Would you please copy each line below that includes the string "node"?

________________________

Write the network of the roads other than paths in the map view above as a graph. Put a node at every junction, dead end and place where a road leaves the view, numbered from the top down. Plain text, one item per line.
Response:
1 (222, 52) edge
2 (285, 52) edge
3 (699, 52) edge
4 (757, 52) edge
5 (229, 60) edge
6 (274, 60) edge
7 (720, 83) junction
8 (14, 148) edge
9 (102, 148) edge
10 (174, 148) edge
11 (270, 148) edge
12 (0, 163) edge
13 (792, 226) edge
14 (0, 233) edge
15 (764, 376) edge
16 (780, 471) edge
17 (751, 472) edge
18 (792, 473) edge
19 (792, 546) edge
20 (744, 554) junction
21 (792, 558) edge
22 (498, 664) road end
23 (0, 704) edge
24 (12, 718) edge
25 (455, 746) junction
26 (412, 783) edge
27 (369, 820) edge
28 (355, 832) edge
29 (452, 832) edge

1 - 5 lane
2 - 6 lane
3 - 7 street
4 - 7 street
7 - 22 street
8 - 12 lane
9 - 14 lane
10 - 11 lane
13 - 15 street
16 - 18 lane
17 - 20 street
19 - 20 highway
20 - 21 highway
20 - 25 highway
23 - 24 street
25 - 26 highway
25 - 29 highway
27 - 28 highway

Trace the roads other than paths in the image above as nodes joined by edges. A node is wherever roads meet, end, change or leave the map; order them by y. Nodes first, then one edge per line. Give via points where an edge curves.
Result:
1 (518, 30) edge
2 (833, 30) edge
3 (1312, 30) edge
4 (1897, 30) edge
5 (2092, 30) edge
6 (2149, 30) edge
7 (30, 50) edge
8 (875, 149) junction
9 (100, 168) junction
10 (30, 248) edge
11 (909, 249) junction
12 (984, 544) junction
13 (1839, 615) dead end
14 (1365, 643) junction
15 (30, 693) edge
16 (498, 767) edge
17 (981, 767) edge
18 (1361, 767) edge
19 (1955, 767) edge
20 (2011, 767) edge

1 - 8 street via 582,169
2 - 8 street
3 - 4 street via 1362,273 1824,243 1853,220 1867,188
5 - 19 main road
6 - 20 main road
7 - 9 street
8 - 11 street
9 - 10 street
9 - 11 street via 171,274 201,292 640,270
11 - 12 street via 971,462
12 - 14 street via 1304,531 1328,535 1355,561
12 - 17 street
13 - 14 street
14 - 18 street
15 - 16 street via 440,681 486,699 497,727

________________________

* WRITTEN REPLY *
Write the network of the roads other than paths in the map view above as a graph. Put a node at every junction, dead end and place where a road leaves the view, numbered from the top down. Plain text, one item per line.
Trace the roads other than paths in the image above as nodes joined by edges. A node is wherever roads meet, end, change or leave the map; order them by y. Nodes first, then one edge per line. Give via points where an edge curves.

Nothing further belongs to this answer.